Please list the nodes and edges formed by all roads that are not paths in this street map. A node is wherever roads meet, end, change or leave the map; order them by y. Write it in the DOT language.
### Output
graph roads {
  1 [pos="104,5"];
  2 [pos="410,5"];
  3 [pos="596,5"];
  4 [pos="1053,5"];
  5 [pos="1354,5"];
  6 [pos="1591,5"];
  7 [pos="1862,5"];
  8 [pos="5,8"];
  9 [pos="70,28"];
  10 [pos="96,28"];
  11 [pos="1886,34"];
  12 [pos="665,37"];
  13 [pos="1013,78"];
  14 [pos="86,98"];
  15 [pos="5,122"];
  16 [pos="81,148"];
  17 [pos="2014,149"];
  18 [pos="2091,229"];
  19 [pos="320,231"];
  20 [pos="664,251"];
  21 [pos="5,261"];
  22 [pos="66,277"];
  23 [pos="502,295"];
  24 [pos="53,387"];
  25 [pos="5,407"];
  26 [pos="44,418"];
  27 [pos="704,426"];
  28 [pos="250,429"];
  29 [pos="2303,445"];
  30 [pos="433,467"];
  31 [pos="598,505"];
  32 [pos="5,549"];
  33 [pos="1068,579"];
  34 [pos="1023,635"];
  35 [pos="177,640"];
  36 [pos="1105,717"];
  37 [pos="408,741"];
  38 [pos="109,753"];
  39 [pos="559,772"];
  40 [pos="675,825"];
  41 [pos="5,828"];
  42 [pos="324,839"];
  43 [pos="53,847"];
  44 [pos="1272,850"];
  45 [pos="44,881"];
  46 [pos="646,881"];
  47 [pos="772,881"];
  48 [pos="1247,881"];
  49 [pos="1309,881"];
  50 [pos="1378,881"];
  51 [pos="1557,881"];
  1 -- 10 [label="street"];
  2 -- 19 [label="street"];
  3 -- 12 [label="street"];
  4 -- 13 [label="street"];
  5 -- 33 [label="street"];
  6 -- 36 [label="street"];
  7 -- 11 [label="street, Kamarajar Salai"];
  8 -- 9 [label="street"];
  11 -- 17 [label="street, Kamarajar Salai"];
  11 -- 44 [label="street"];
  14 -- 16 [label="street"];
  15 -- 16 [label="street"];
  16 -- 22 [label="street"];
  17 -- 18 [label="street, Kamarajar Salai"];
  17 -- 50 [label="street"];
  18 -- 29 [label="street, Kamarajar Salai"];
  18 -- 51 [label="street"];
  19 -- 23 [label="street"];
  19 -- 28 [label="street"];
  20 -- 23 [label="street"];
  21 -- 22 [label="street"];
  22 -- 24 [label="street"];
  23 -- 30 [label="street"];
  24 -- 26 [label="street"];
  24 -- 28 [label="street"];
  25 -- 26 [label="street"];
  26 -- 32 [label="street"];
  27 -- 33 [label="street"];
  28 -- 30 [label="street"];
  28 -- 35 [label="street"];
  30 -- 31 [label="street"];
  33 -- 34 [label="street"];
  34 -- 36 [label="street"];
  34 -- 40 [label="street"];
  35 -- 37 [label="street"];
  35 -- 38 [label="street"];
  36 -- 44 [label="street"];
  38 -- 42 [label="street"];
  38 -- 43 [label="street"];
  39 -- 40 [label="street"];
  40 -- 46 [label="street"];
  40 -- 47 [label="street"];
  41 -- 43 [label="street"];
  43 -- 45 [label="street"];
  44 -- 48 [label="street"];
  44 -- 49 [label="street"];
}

[YOUR GOAL]:
Using the entries above, give the number of lines that include "Salai", with no added words.

[OUTPUT FOR THIS EXERCISE]:
4